** STORED DATA follows **

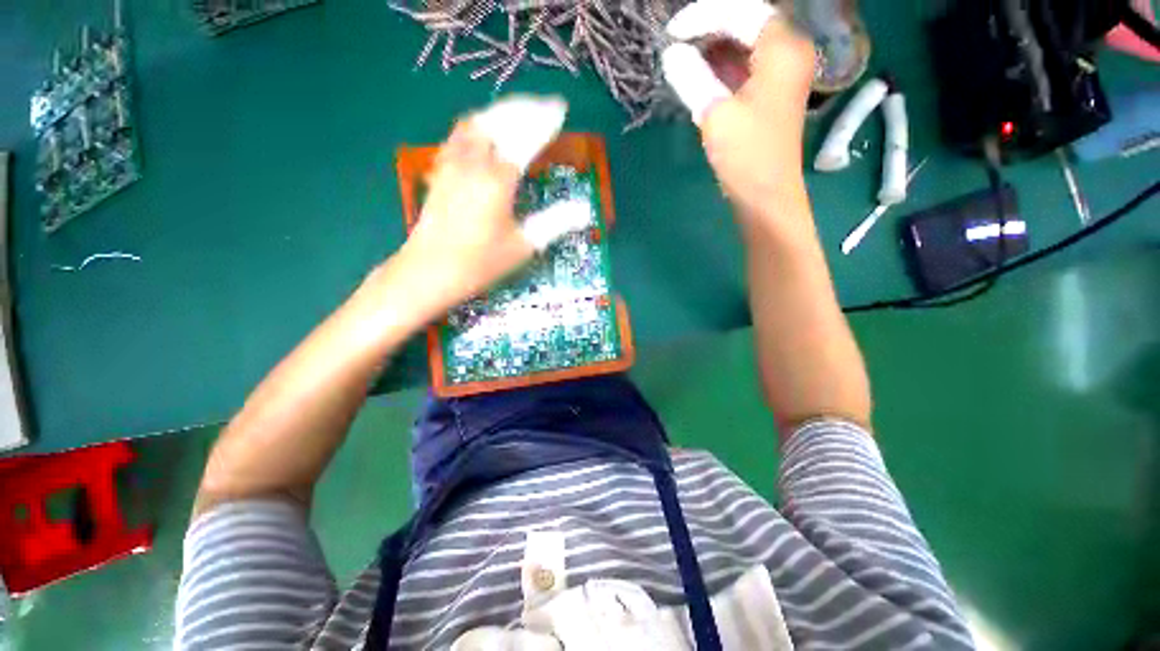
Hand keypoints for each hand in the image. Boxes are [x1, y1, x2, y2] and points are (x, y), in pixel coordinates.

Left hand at [381, 95, 570, 323]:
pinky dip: (479, 124)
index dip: (545, 122)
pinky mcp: (440, 171)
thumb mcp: (523, 247)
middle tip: (545, 106)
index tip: (561, 110)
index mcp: (498, 180)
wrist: (429, 271)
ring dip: (501, 112)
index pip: (525, 138)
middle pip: (500, 121)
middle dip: (525, 108)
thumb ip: (554, 223)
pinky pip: (459, 134)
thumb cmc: (480, 263)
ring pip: (477, 123)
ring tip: (520, 112)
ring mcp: (452, 163)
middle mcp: (474, 162)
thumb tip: (584, 210)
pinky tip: (485, 131)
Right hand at [663, 0, 816, 223]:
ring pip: (744, 45)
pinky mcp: (770, 93)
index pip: (742, 12)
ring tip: (681, 58)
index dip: (703, 17)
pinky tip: (698, 75)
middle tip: (674, 45)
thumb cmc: (746, 156)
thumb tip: (672, 54)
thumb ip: (693, 78)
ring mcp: (781, 73)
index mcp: (783, 48)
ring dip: (712, 49)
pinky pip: (745, 66)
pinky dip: (721, 68)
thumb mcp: (715, 115)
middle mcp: (788, 51)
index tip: (671, 34)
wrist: (766, 197)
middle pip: (746, 23)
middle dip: (708, 29)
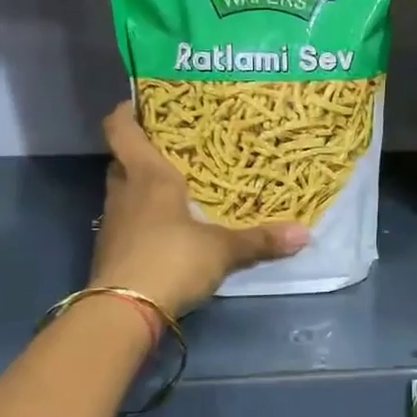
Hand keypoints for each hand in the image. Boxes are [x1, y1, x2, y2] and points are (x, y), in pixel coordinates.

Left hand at [90, 101, 309, 317]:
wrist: (123, 312)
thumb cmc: (171, 260)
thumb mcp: (222, 250)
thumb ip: (260, 240)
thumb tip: (305, 234)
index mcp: (148, 177)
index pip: (121, 130)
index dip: (126, 113)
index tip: (140, 103)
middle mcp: (125, 193)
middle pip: (122, 161)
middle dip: (141, 153)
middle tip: (172, 149)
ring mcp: (113, 224)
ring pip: (123, 192)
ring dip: (140, 187)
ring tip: (174, 186)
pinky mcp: (111, 251)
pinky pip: (126, 222)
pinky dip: (141, 219)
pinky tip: (166, 229)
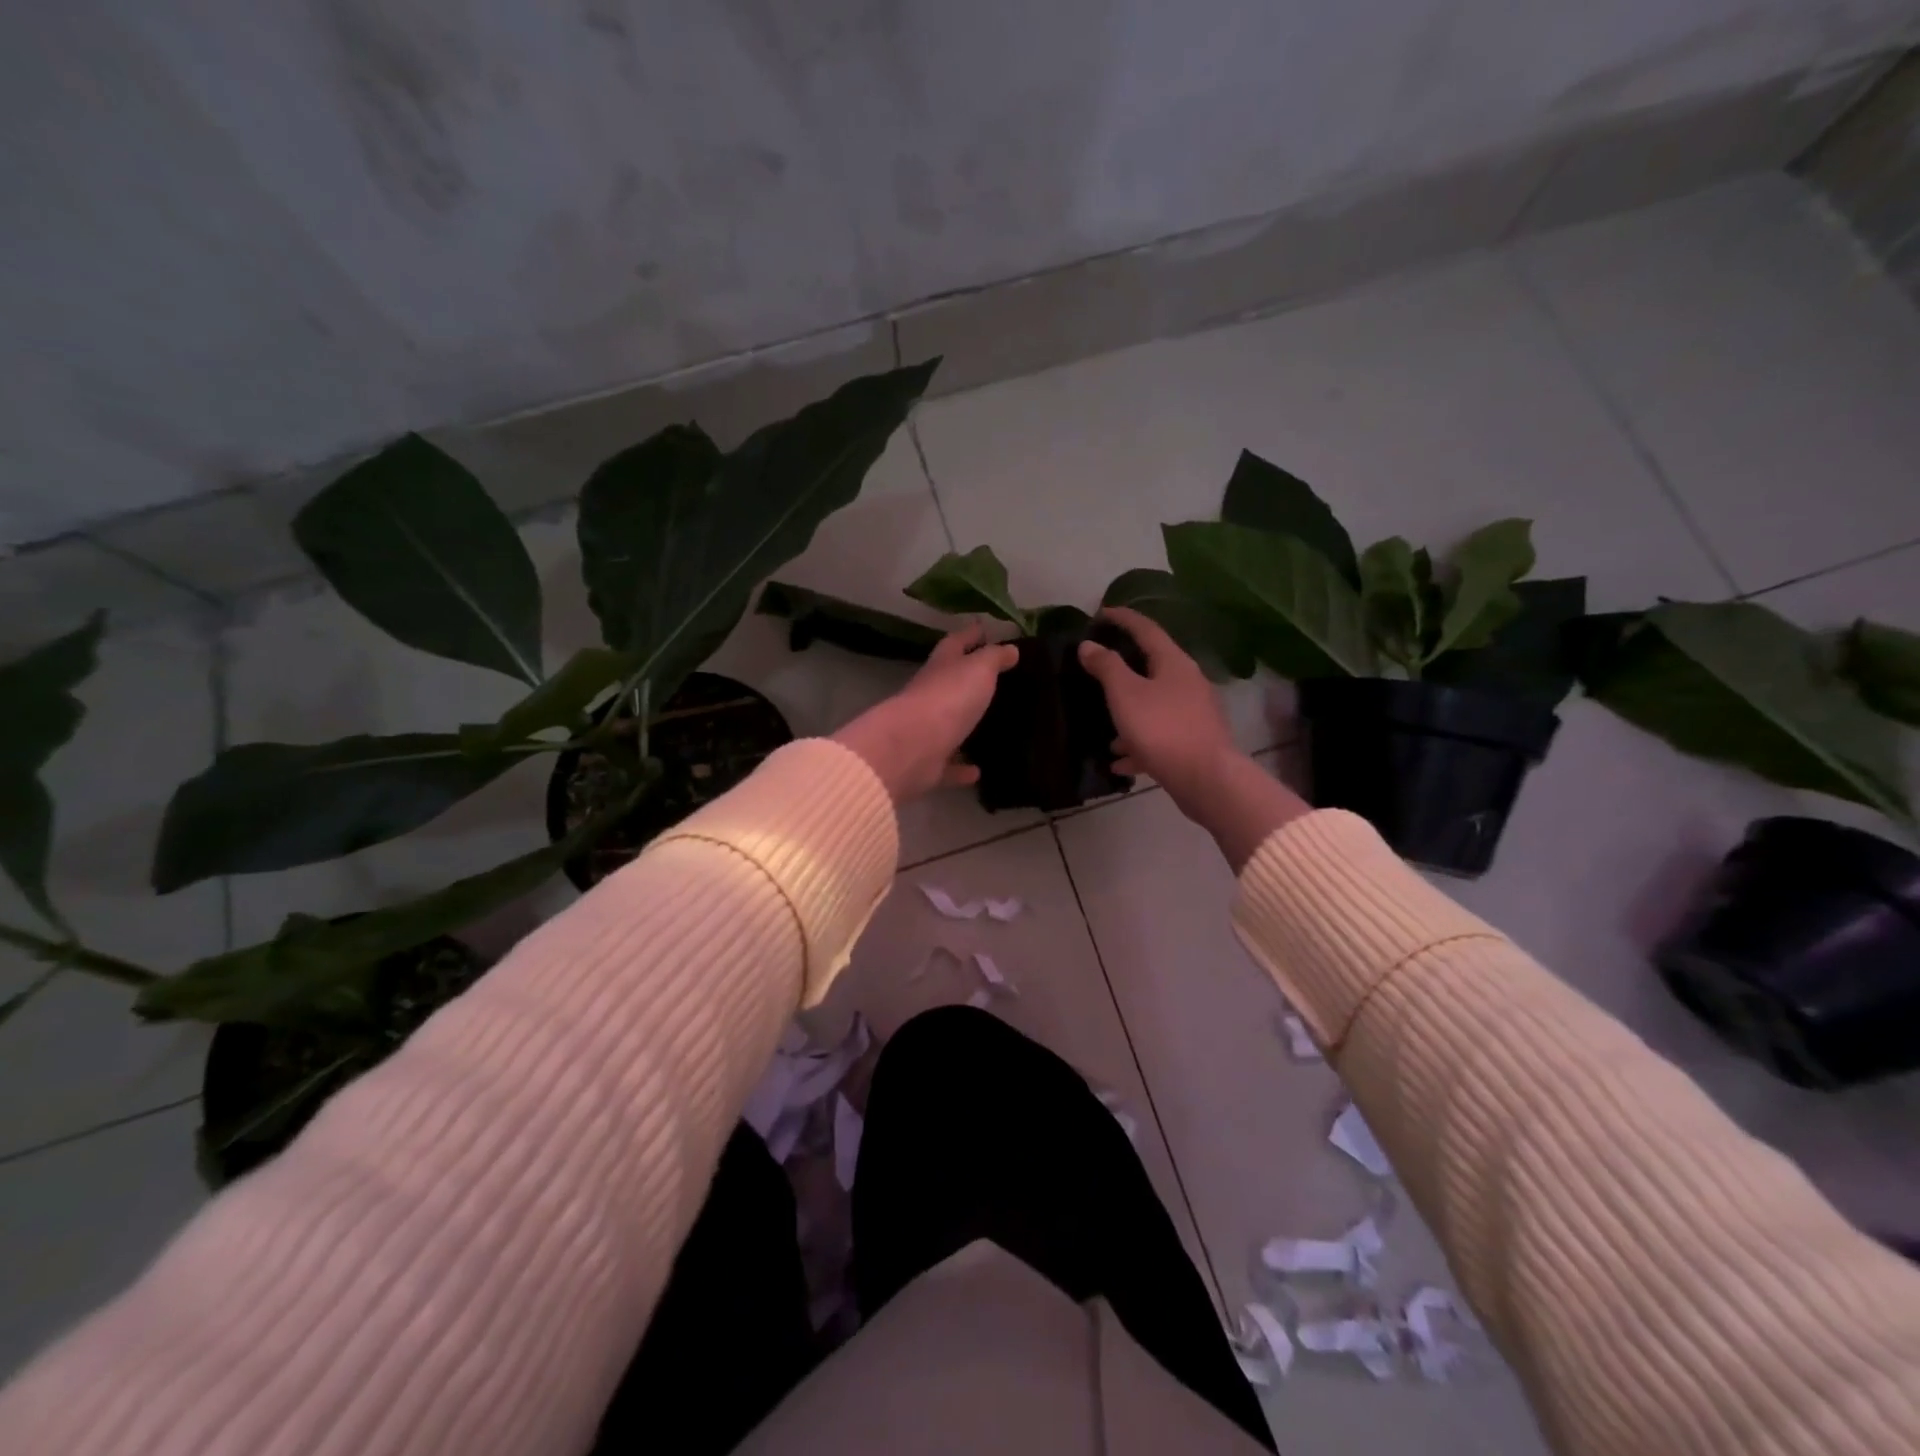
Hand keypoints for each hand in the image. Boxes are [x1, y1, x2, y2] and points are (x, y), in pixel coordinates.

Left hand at [833, 623, 1018, 802]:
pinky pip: (949, 765)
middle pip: (950, 683)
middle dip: (968, 680)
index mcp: (941, 668)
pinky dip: (962, 768)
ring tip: (993, 726)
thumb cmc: (948, 699)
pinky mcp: (928, 764)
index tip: (985, 629)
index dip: (971, 634)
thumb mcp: (978, 669)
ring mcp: (927, 731)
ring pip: (949, 725)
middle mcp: (931, 696)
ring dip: (966, 726)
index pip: (956, 643)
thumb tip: (1010, 648)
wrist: (912, 748)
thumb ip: (994, 658)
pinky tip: (979, 771)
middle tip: (997, 680)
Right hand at [1077, 607, 1236, 814]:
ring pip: (1155, 705)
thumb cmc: (1161, 728)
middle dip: (1124, 670)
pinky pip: (1160, 736)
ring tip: (1106, 730)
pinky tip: (1120, 761)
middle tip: (1099, 670)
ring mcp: (1194, 713)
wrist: (1206, 778)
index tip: (1101, 613)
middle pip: (1153, 667)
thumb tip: (1089, 645)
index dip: (1123, 618)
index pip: (1146, 629)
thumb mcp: (1125, 694)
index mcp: (1174, 662)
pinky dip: (1138, 744)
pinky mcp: (1194, 741)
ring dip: (1129, 714)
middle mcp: (1188, 682)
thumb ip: (1106, 667)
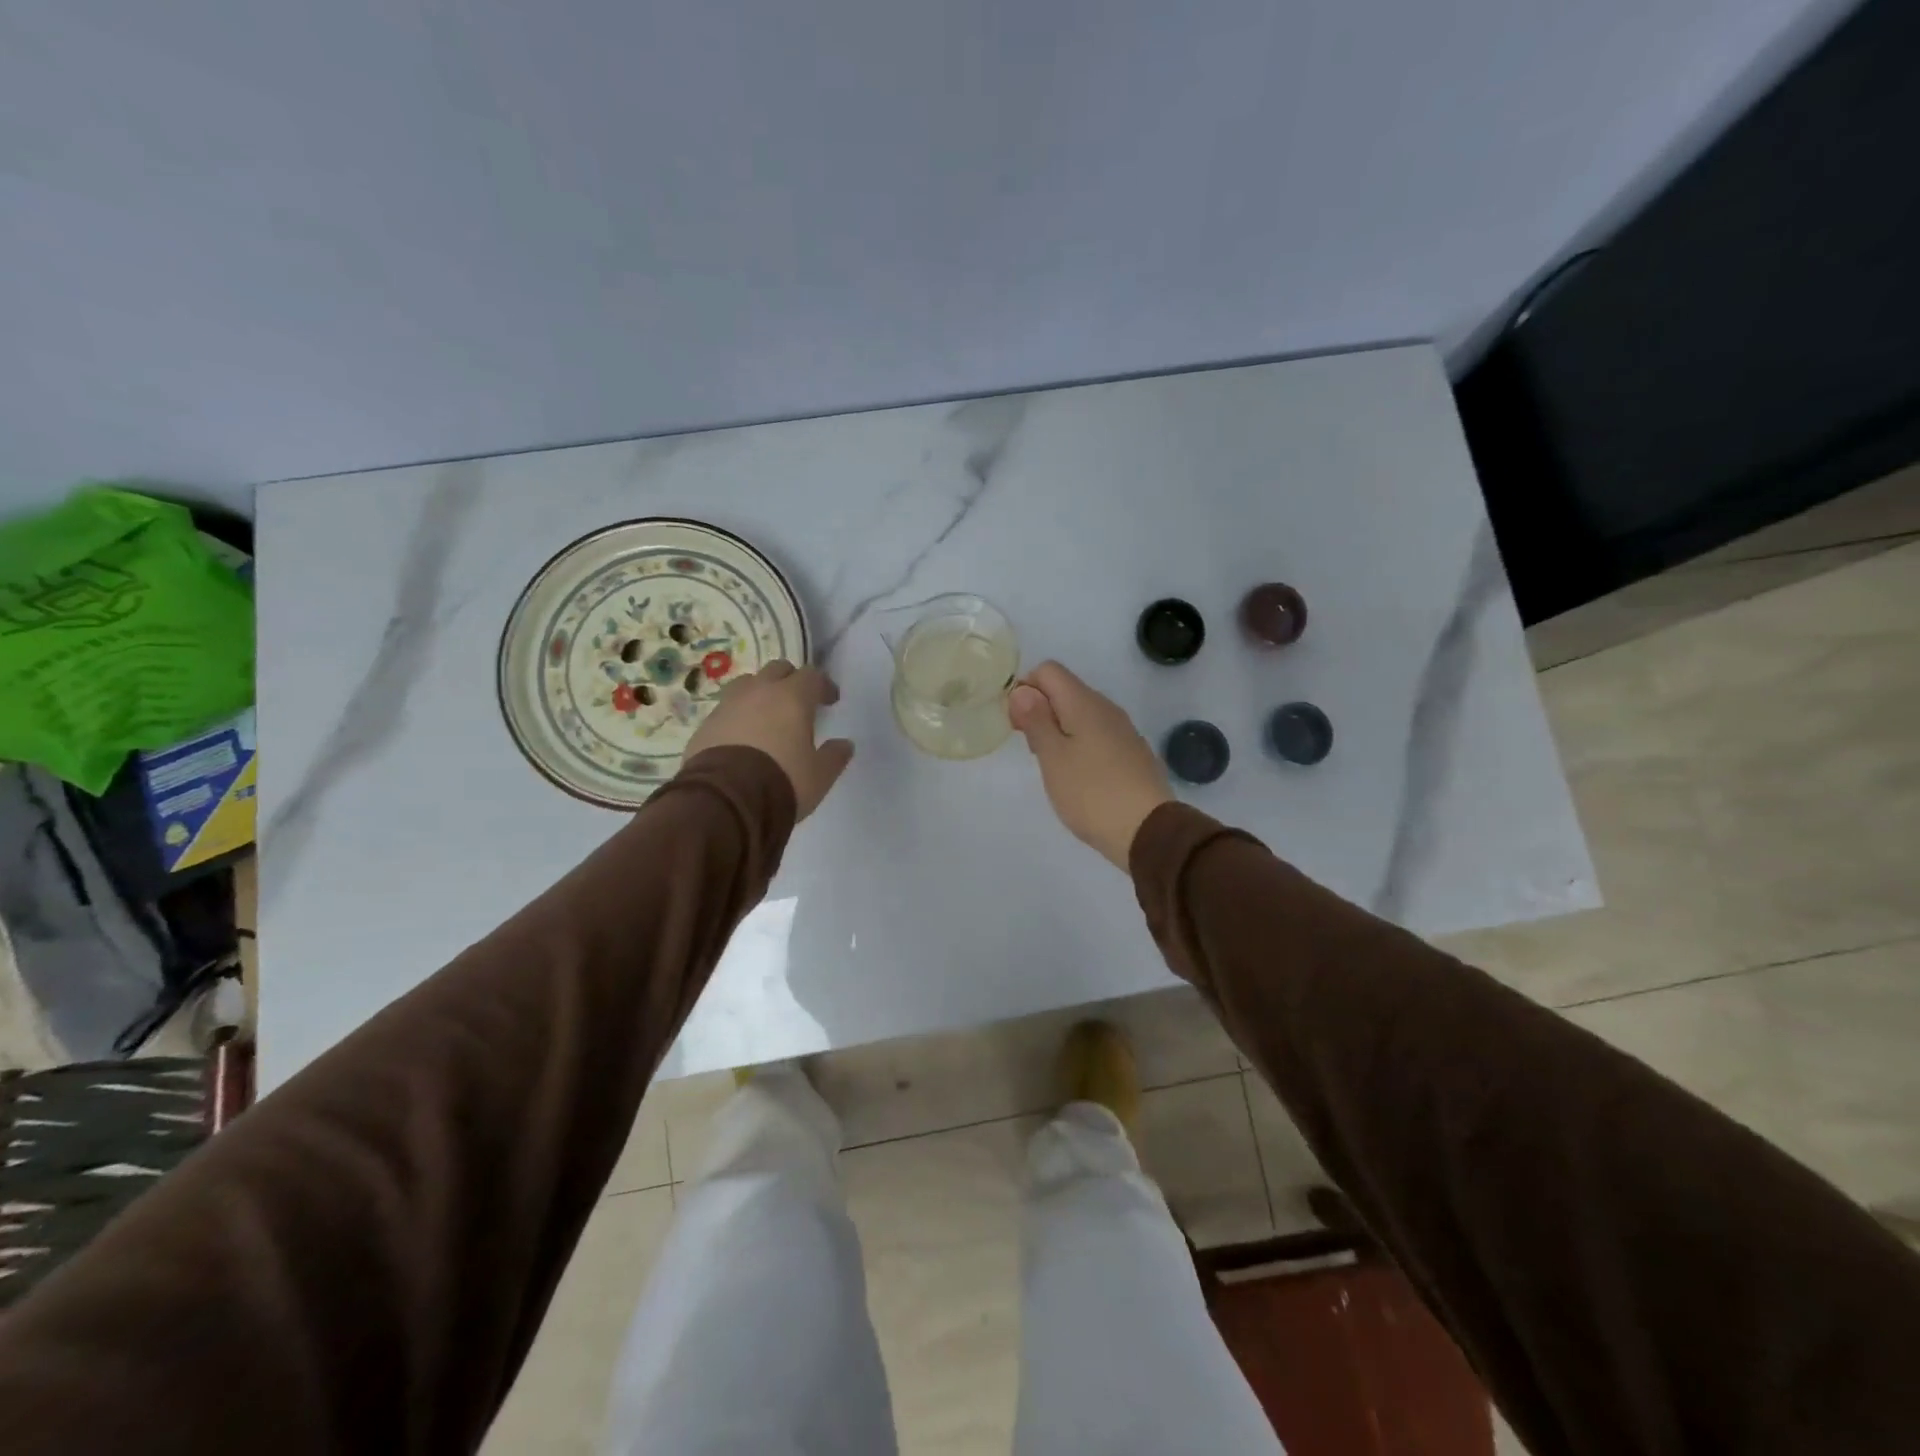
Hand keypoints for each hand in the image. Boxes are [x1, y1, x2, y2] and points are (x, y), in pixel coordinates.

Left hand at [684, 660, 853, 820]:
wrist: (725, 801)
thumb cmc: (782, 781)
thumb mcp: (819, 775)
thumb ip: (834, 756)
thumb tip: (845, 744)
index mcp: (792, 697)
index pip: (812, 675)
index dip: (823, 685)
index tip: (830, 701)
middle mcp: (758, 692)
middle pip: (777, 669)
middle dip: (791, 681)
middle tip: (798, 702)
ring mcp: (727, 705)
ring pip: (747, 684)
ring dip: (760, 693)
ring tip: (766, 715)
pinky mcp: (705, 725)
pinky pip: (726, 710)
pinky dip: (738, 716)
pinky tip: (742, 737)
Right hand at [1008, 661, 1172, 869]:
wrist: (1149, 831)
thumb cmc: (1091, 793)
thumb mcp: (1053, 757)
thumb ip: (1036, 720)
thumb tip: (1023, 690)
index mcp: (1084, 702)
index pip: (1048, 670)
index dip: (1025, 689)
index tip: (1017, 724)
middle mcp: (1106, 708)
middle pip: (1065, 690)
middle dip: (1040, 711)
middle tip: (1032, 749)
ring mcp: (1123, 730)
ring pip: (1081, 714)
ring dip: (1059, 730)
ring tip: (1052, 766)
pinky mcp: (1131, 753)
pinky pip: (1097, 735)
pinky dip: (1079, 745)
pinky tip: (1077, 776)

** End of STORED DATA **

**WHAT TO DO:** A faithful copy of the data above is wanted, with every image left out.

**REPLY:**
Hand keypoints for each hand in the image. Boxes are [x1, y1, x2, y2] and points are (x, y), in pixel coordinates.

Left hand at [381, 95, 570, 323]:
pinky dip: (479, 124)
index dip: (545, 122)
pinky mcp: (440, 171)
thumb mcp: (523, 247)
middle tip: (545, 106)
index tip: (561, 110)
index mcp: (498, 180)
wrist: (429, 271)
ring dip: (501, 112)
index pip: (525, 138)
middle pip: (500, 121)
middle dip: (525, 108)
thumb ip: (554, 223)
pinky pip: (459, 134)
thumb cmc: (480, 263)
ring pip: (477, 123)
ring tip: (520, 112)
ring mcp: (452, 163)
middle mcp: (474, 162)
thumb tip: (584, 210)
pinky tip: (485, 131)
Right hand at [663, 0, 816, 223]:
ring pip: (744, 45)
pinky mcp: (770, 93)
index pip: (742, 12)
ring tip: (681, 58)
index dip: (703, 17)
pinky tip: (698, 75)
middle tip: (674, 45)
thumb cmc: (746, 156)
thumb tip: (672, 54)
thumb ip: (693, 78)
ring mcp: (781, 73)
index mcp: (783, 48)
ring dip: (712, 49)
pinky pip: (745, 66)
pinky dip: (721, 68)
thumb mcp: (715, 115)
middle mcp: (788, 51)
index tip: (671, 34)
wrist: (766, 197)
middle pip: (746, 23)
middle dip: (708, 29)
Hand keypoints for each hand in the image. Boxes are [x1, y1, x2, y2] and points are (x, y), in pixel coordinates.

Left hand at [90, 101, 309, 317]:
wrist: (123, 312)
thumb cmc: (171, 260)
thumb mcp: (222, 250)
thumb ip: (260, 240)
thumb tip: (305, 234)
index mcp: (148, 177)
index pip: (121, 130)
index dip: (126, 113)
index tip: (140, 103)
middle mcp: (125, 193)
middle pip: (122, 161)
middle dip: (141, 153)
middle tip: (172, 149)
ring mcp: (113, 224)
ring pip: (123, 192)
ring dip: (140, 187)
ring tip: (174, 186)
pinky mcp: (111, 251)
pinky pip: (126, 222)
pinky dip: (141, 219)
pinky tip: (166, 229)
Hand keypoints for each hand in the image. Boxes are [x1, y1, x2, y2] and points are (x, y), in pixel coordinates.

Left hand at [833, 623, 1018, 802]:
pinky pip: (949, 765)
middle pip: (950, 683)
middle dip: (968, 680)
index mcp: (941, 668)
pinky dip: (962, 768)
ring tip: (993, 726)
thumb cmc: (948, 699)
pinky mcp: (928, 764)
index tip: (985, 629)
index dip: (971, 634)
thumb mcp: (978, 669)
ring mcp: (927, 731)
ring pip: (949, 725)
middle mcp: (931, 696)
ring dip: (966, 726)
index pip: (956, 643)
thumb tip: (1010, 648)
wrist: (912, 748)
thumb ip: (994, 658)
pinky tip: (979, 771)
middle tip: (997, 680)
Right hand at [1077, 607, 1236, 814]:
ring pip: (1155, 705)
thumb cmc: (1161, 728)
middle dip: (1124, 670)
pinky pip: (1160, 736)
ring tip: (1106, 730)
pinky tip: (1120, 761)
middle tip: (1099, 670)
ring mcp: (1194, 713)
wrist: (1206, 778)
index tip: (1101, 613)
middle pip: (1153, 667)
thumb tip: (1089, 645)
index dip: (1123, 618)
index pip: (1146, 629)
thumb mcp: (1125, 694)
index mcp: (1174, 662)
pinky dip: (1138, 744)
pinky mcp: (1194, 741)
ring dip: (1129, 714)
middle mcp: (1188, 682)
thumb ip: (1106, 667)
Hand keypoints for each hand in the image. Boxes are [x1, y1, x2, y2] and points are (x, y), in pixel coordinates.

Left hand at [684, 660, 853, 820]:
wrist: (725, 801)
thumb cmc: (782, 781)
thumb mcp: (819, 775)
thumb ip: (834, 756)
thumb tip: (845, 744)
index mcp: (792, 697)
index pip: (812, 675)
index dip: (823, 685)
index tip: (830, 701)
middle mcp: (758, 692)
middle pip: (777, 669)
middle dip: (791, 681)
middle tip: (798, 702)
ring mcp: (727, 705)
ring pip: (747, 684)
ring dip: (760, 693)
ring tip: (766, 715)
pinky mcp: (705, 725)
pinky pip: (726, 710)
pinky dip: (738, 716)
pinky tip: (742, 737)
Right hand at [1008, 661, 1172, 869]:
wrist: (1149, 831)
thumb cmc: (1091, 793)
thumb mcp: (1053, 757)
thumb ip: (1036, 720)
thumb tip: (1023, 690)
index mcp: (1084, 702)
index pip: (1048, 670)
index dip: (1025, 689)
index tip: (1017, 724)
middle mcp: (1106, 708)
middle pip: (1065, 690)
middle dip: (1040, 711)
middle tip: (1032, 749)
ring mcp: (1123, 730)
ring pip: (1081, 714)
ring dip: (1059, 730)
ring tip: (1052, 766)
pinky mcp: (1131, 753)
pinky pip: (1097, 735)
pinky dip: (1079, 745)
pinky tip: (1077, 776)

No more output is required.